[Stored dataset items]
━━━━━━━━━━━━━━━━━━━━━━━━━━━━━━

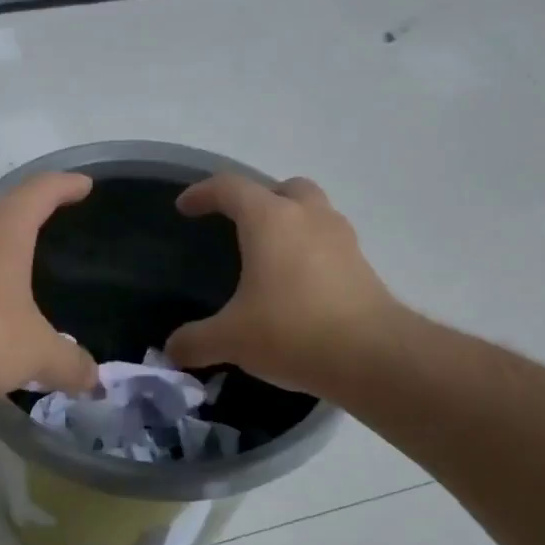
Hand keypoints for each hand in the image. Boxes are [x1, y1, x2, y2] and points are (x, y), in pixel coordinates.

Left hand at [0, 173, 100, 412]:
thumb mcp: (34, 354)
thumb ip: (69, 363)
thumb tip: (94, 381)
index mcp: (2, 226)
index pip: (42, 189)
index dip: (67, 186)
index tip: (84, 185)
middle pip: (0, 207)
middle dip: (25, 216)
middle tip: (47, 232)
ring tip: (11, 272)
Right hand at [165, 174, 407, 395]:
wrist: (372, 356)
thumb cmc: (291, 331)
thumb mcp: (231, 339)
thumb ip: (195, 341)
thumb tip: (172, 350)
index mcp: (270, 220)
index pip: (230, 188)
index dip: (203, 193)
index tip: (185, 208)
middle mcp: (309, 218)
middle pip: (284, 188)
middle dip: (259, 199)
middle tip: (240, 224)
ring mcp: (342, 240)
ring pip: (314, 212)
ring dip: (291, 223)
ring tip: (270, 256)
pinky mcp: (362, 266)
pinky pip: (330, 244)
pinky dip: (310, 253)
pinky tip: (297, 287)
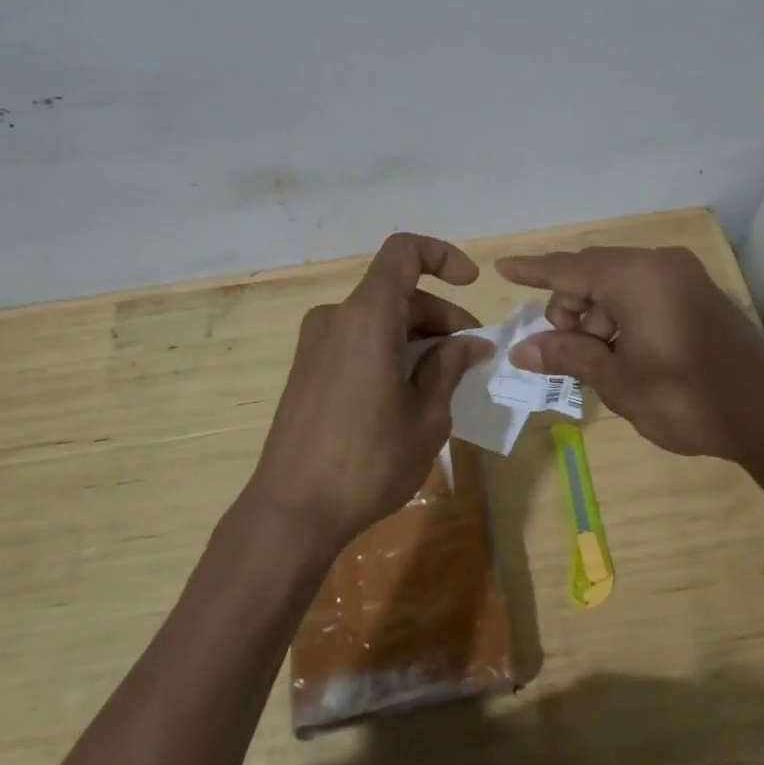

━━━━━━━━━━━━━━━━━━━━━━━━━━━━━━

§ **EXERCISE**:
Give again, word for word, only the lines from the line containing "middle mcp: (309, 218)" through the last line above, both included; leave the pictures out.

§ **RESULT OF THE EXERCISE**:
middle mcp: (309, 218)
middle pip: (284, 188)
middle dip: (259, 199)
middle tip: (240, 224)
ring mcp: (342, 240)
ring pip: (314, 212)
ring dip: (291, 223)
ring tip: (270, 256)
pinky mcp: (362, 266)
pinky pip: (330, 244)
pinky dip: (310, 253)
pinky tip: (297, 287)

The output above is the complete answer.